:: ACTION ITEM ::
Whenever the string "Friedlieb" turns up in a line of the data below, copy that line.

:: AVAILABLE RECORDS ::
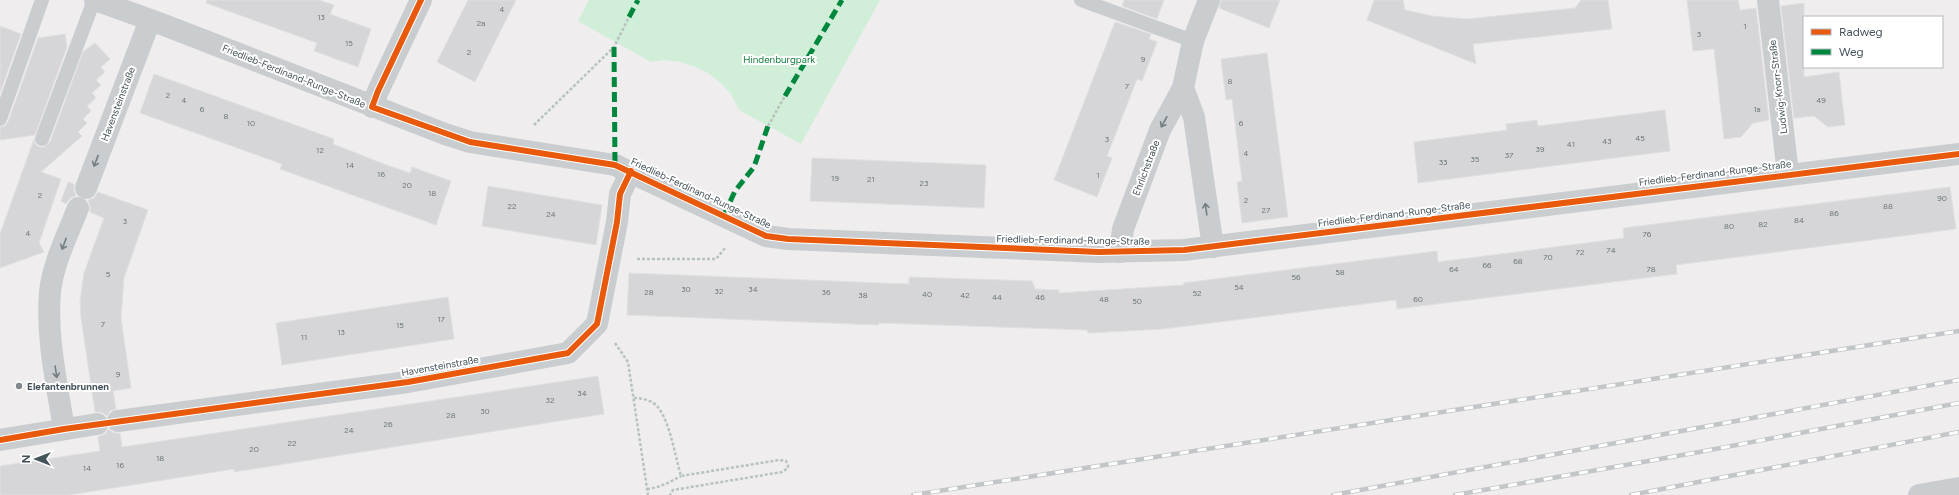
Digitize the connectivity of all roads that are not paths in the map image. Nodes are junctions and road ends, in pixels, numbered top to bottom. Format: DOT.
graph roads {
  1 [pos="42,0"];
  2 [pos="94,0"];
  3 [pos="421,0"];
  4 [pos="1081,0"];
  5 [pos="1209,0"];
  6 [pos="1768,0"];
  7 [pos="150,20"];
  8 [pos="1193,41"];
  9 [pos="1183,88"];
  10 [pos="372,107"];
  11 [pos="0,119"];
  12 [pos="42,139"];
  13 [pos="1959,154"];
  14 [pos="631,171"];
  15 [pos="1788,174"];
  16 [pos="1213,247"];
  17 [pos="1120,252"];
  18 [pos="64,429"];
  19 [pos="0,440"];
  20 [pos="1959,488"];
  21 [pos="1919,495"];
  1 -- 11 [label="lane"];
  2 -- 7 [label="street, Friedlieb-Ferdinand-Runge-Straße"];
  2 -- 12 [label="lane"];
  3 -- 10 [label="street"];
  4 -- 8 [label="lane"];
  5 -- 8 [label="street, Ehrlichstraße"];
  6 -- 15 [label="street, Ludwig-Knorr-Straße"];
  7 -- 10 [label="street, Friedlieb-Ferdinand-Runge-Straße"];
  7 -- 18 [label="street, Havensteinstraße, one-way"];
  8 -- 9 [label="street, Ehrlichstraße"];
  16 -- 9 [label="street, one-way"];
  9 -- 17 [label="street, Ehrlichstraße, one-way"];
  10 -- 14 [label="street, Friedlieb-Ferdinand-Runge-Straße"];
  13 -- 15 [label="street, Friedlieb-Ferdinand-Runge-Straße"];
  14 -- 17 [label="street, Friedlieb-Ferdinand-Runge-Straße"];
  14 -- 18 [label="street, Havensteinstraße"];
  15 -- 16 [label="street, Friedlieb-Ferdinand-Runge-Straße"];
  16 -- 17 [label="street, Friedlieb-Ferdinand-Runge-Straße"];
  18 -- 19 [label="street, Havensteinstraße"];
  20 -- 21 [label="street"];
}
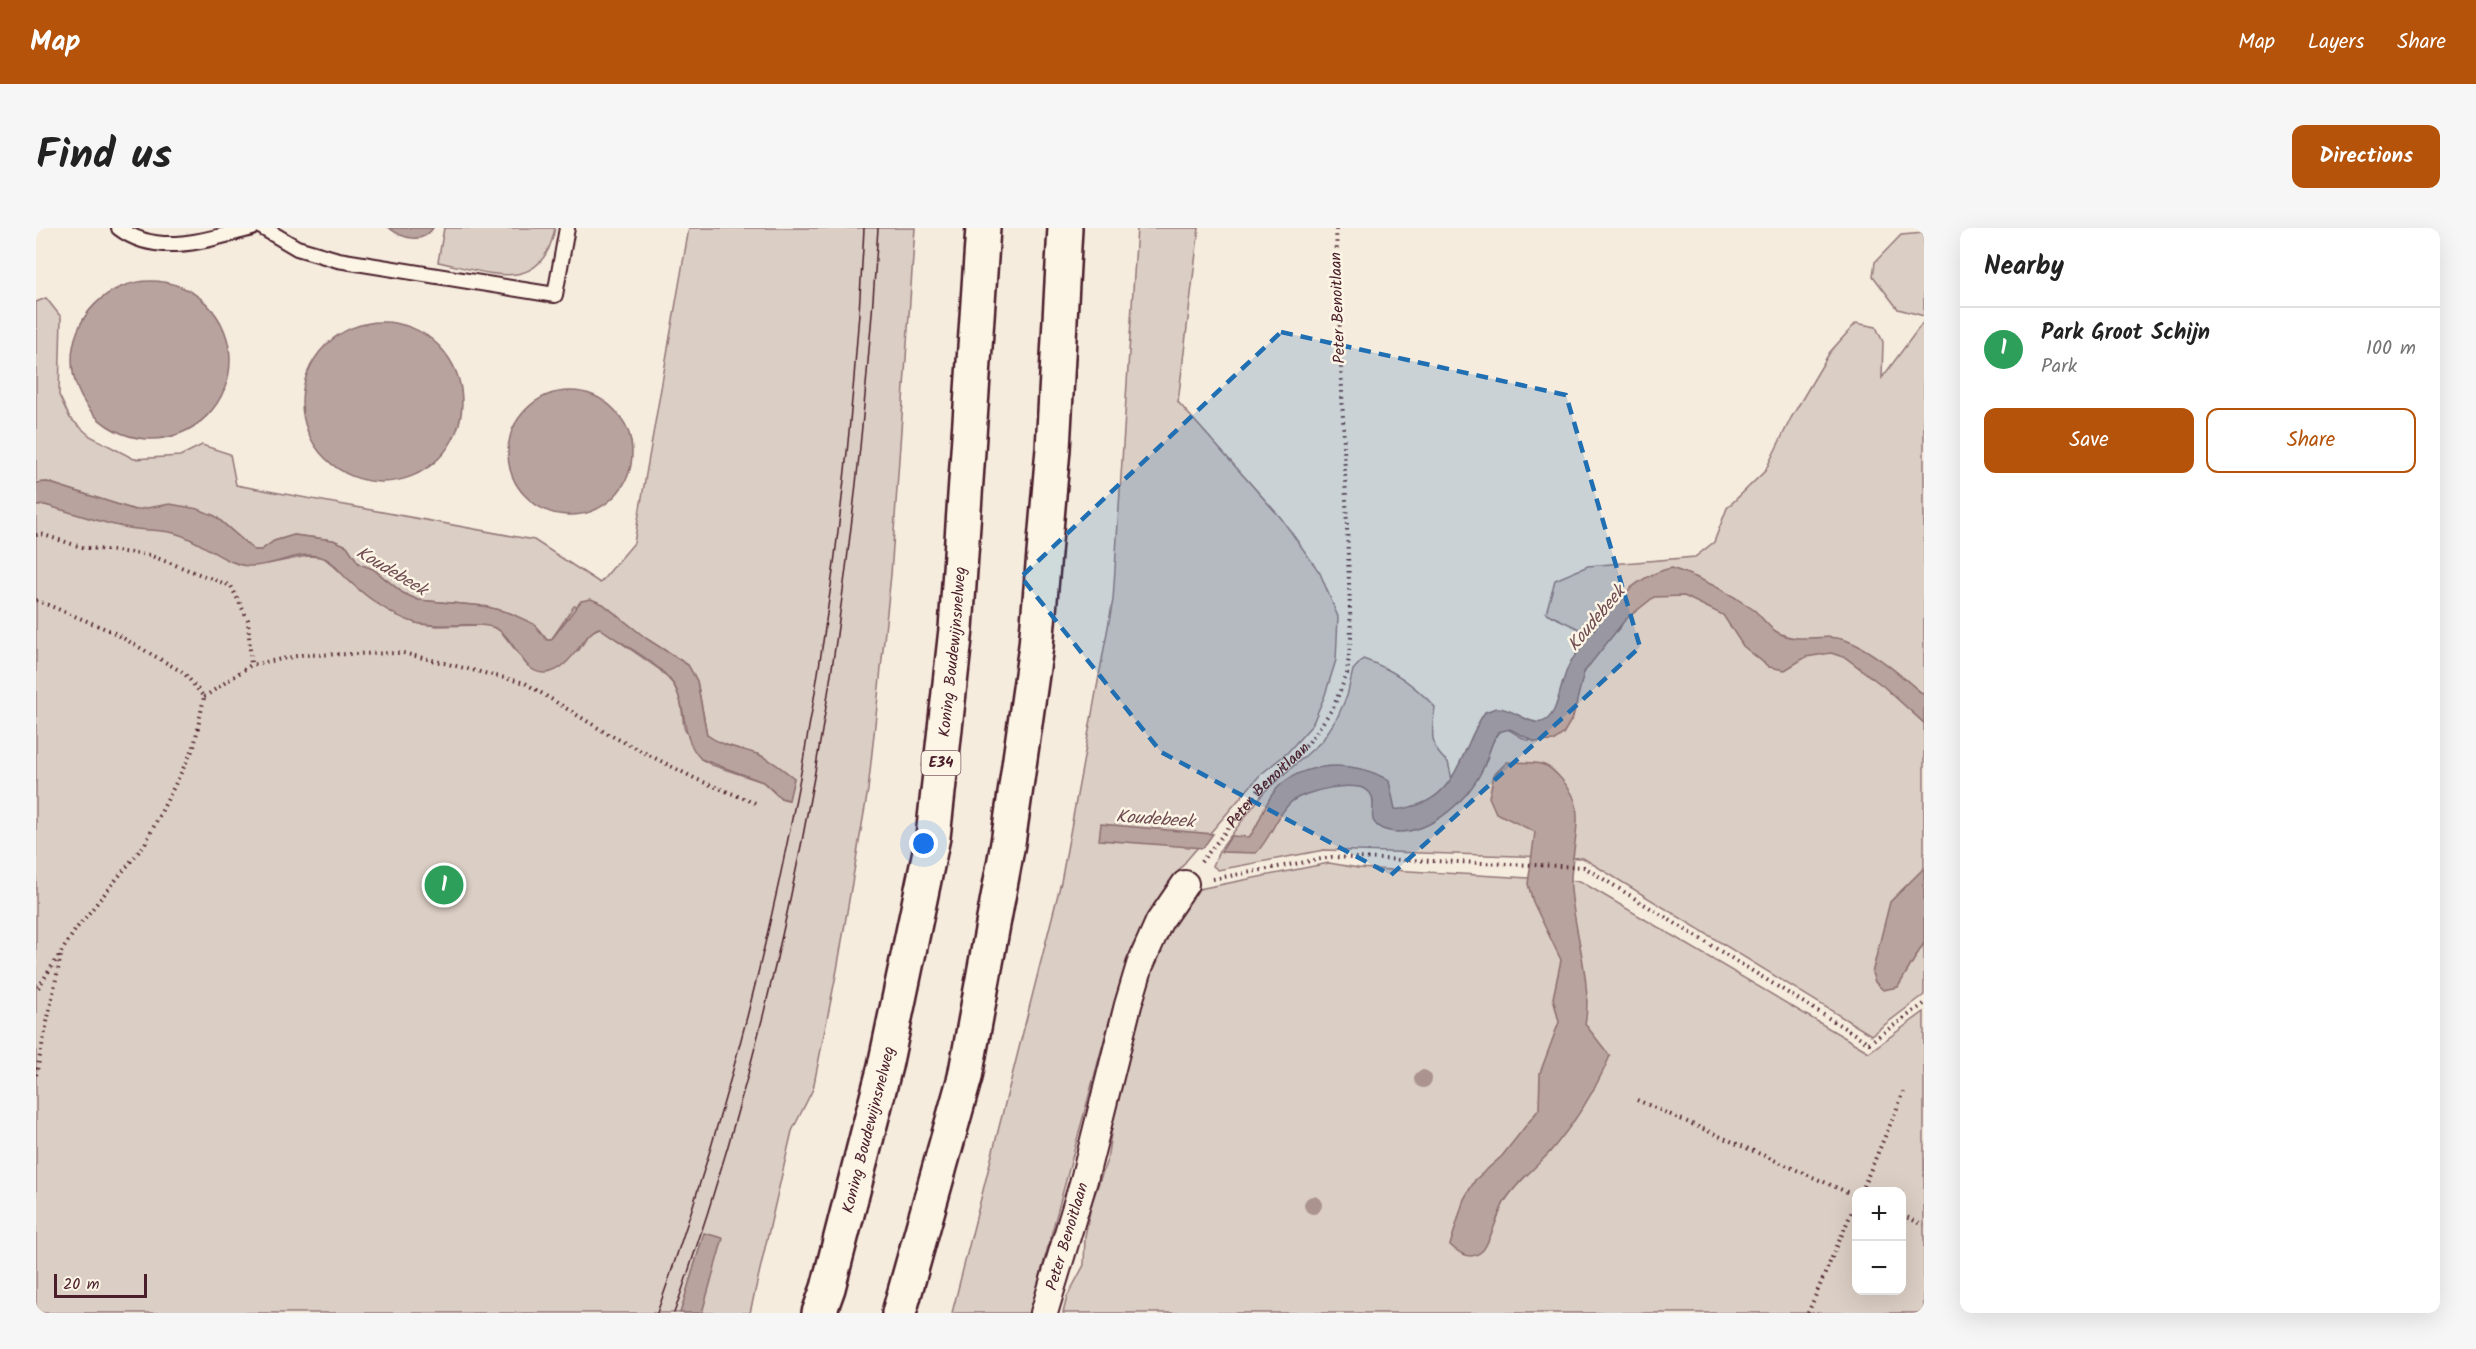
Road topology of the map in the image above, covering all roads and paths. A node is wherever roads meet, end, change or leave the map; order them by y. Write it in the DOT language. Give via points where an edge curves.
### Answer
graph roads {
  1 [pos="119,228"];
  2 [pos="252,228"];
  3 [pos="263,228"];
  4 [pos="567,228"];
  5 [pos="983,228"];
  6 [pos="1065,228"];
  7 [pos="1335,228"];
  8 [pos="36,535"];
  9 [pos="36,600"];
  10 [pos="251,665"];
  11 [pos="204,697"];
  12 [pos="758,804"];
  13 [pos="1185,884"];
  14 [pos="61,952"];
  15 [pos="36,991"];
  16 [pos="1924,1004"];
  17 [pos="36,1075"];
  18 [pos="1904,1092"];
  19 [pos="1637,1100"];
  20 [pos="1863,1187"];
  21 [pos="1852,1194"];
  22 [pos="1852,1213"];
  23 [pos="1906,1217"];
  24 [pos="1924,1225"];
  25 [pos="819,1313"];
  26 [pos="900,1313"];
  27 [pos="1044,1313"];
  28 [pos="1808,1313"];
  1 -- 2 [label="lane" via="172,246"];
  3 -- 4 [label="lane" via="297,248 338,260 555,295"];
  5 -- 25 [label="highway, Koning Boudewijnsnelweg / E34" via="956,629 933,837 885,1066"];
  6 -- 26 [label="highway" via="1053,449 1036,646 1008,843 965,1077"];
  7 -- 13 [label="path, Peter Benoitlaan" via="1351,637 1347,674 1333,708 1307,745 1257,792"];
  8 -- 10 [label="path" via="81,547 149,555 231,586 248,620"];
  9 -- 11 [label="path" via="111,631 184,673"];
  10 -- 11 [label="path"];
  10 -- 12 [label="path" via="302,655 403,653 525,683 608,734 696,779"];
  11 -- 14 [label="path" via="194,747 145,844"];
  13 -- 16 [label="path" via="1332,857 1584,867 1869,1043"];
  13 -- 27 [label="street, Peter Benoitlaan" via="1159,922 1140,965 1084,1180"];
  14 -- 15 [label="path"];
  14 -- 17 [label="path"];
  18 -- 20 [label="path"];
  19 -- 21 [label="path"];
  22 -- 28 [label="path"];
  23 -- 24 [label="path"];
}
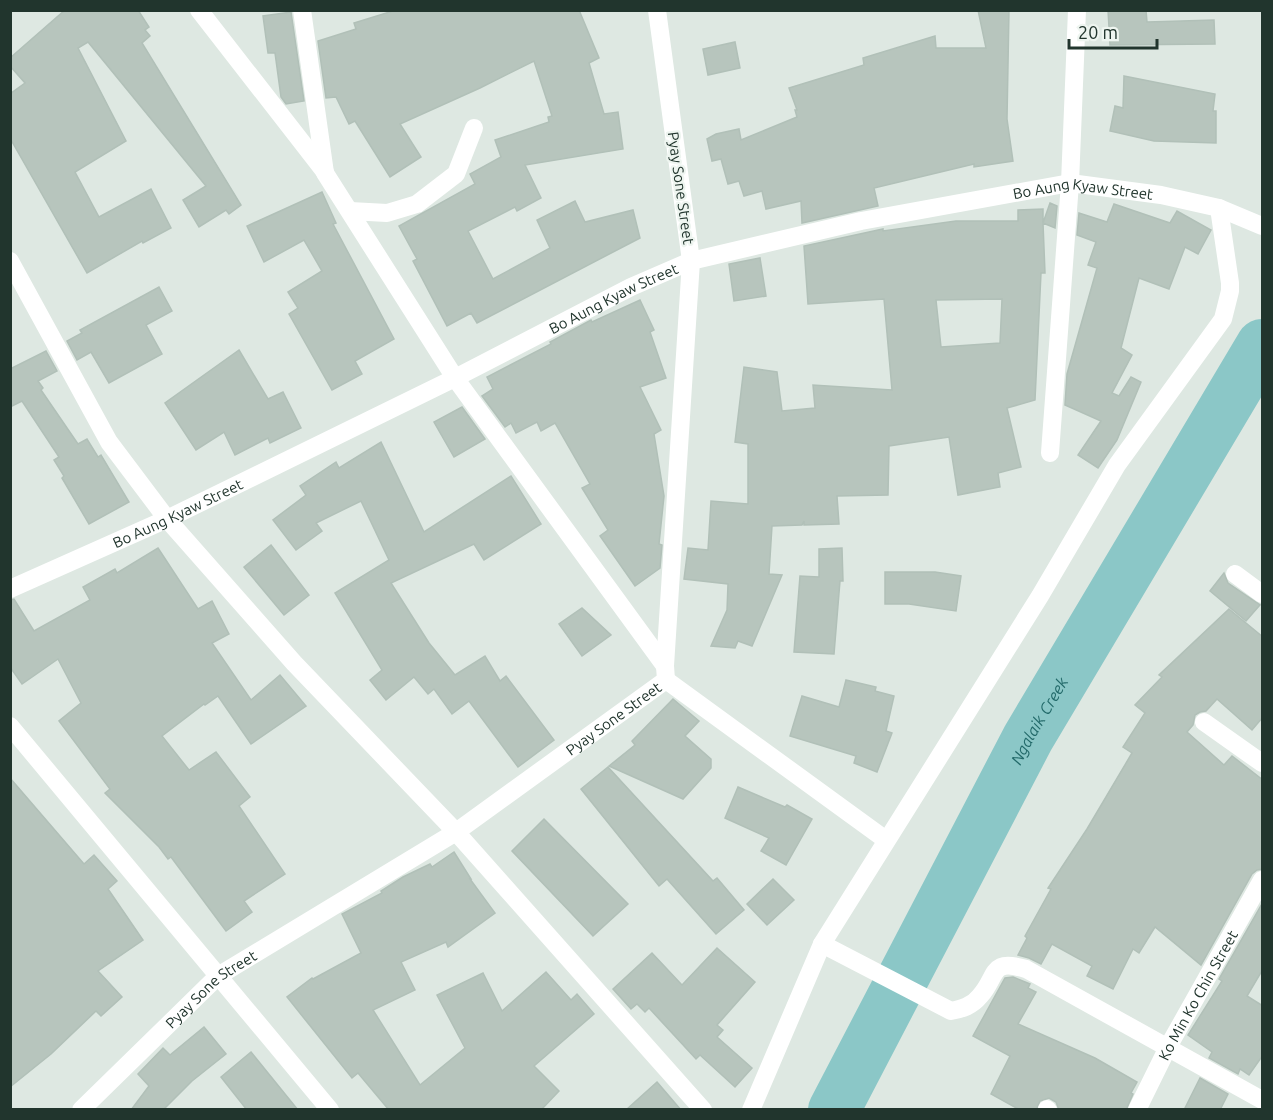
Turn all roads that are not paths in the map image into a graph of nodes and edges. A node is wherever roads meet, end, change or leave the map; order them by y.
1 (199, 10) edge
2 (302, 10) edge
3 (657, 10) edge
4 (1077, 10) edge
5 (474, 128) dead end
6 (325, 173) junction
7 (1070, 183) junction
8 (1219, 208) junction
9 (350, 212) junction
10 (1263, 226) edge
11 (10, 261) edge
12 (692, 261) junction
13 (455, 378) junction
14 (1050, 453) dead end
15 (166, 519) junction
16 (1235, 574) dead end
17 (10, 589) edge
18 (1263, 594) edge
19 (665, 673) junction
20 (1204, 722) dead end
21 (10, 726) edge
22 (1263, 763) edge
23 (456, 832) junction
24 (886, 840) junction
25 (1263, 880) edge
26 (828, 947) junction
27 (218, 976) junction
28 (1168, 1047) junction
29 (1263, 1100) edge
30 (81, 1110) edge
31 (330, 1110) edge
32 (702, 1110) edge
33 (751, 1110) edge
34 (1137, 1110) edge

1 - 6 street
2 - 6 street
3 - 12 street, Pyay Sone Street
4 - 7 street
5 - 9 street
6 - 9 street
7 - 8 street, Bo Aung Kyaw Street
7 - 12 street, Bo Aung Kyaw Street
7 - 14 street
8 - 10 street, Bo Aung Kyaw Street
8 - 24 street
9 - 13 street
11 - 15 street
12 - 13 street, Bo Aung Kyaw Street
12 - 19 street, Pyay Sone Street
13 - 15 street, Bo Aung Kyaw Street
13 - 19 street
15 - 17 street, Bo Aung Kyaw Street
15 - 23 street
16 - 18 street
19 - 23 street, Pyay Sone Street
19 - 24 street
20 - 22 street
21 - 27 street
23 - 27 street, Pyay Sone Street
23 - 32 street
24 - 26 street
25 - 28 street, Ko Min Ko Chin Street
26 - 28 street
26 - 33 street
27 - 30 street, Pyay Sone Street
27 - 31 street
28 - 29 street
28 - 34 street, Ko Min Ko Chin Street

:: RESULT ::
  2 -- 7 [label="street, Friedlieb-Ferdinand-Runge-Straße"];
  7 -- 10 [label="street, Friedlieb-Ferdinand-Runge-Straße"];
  10 -- 14 [label="street, Friedlieb-Ferdinand-Runge-Straße"];
  13 -- 15 [label="street, Friedlieb-Ferdinand-Runge-Straße"];
  14 -- 17 [label="street, Friedlieb-Ferdinand-Runge-Straße"];
  15 -- 16 [label="street, Friedlieb-Ferdinand-Runge-Straße"];
  16 -- 17 [label="street, Friedlieb-Ferdinand-Runge-Straße"];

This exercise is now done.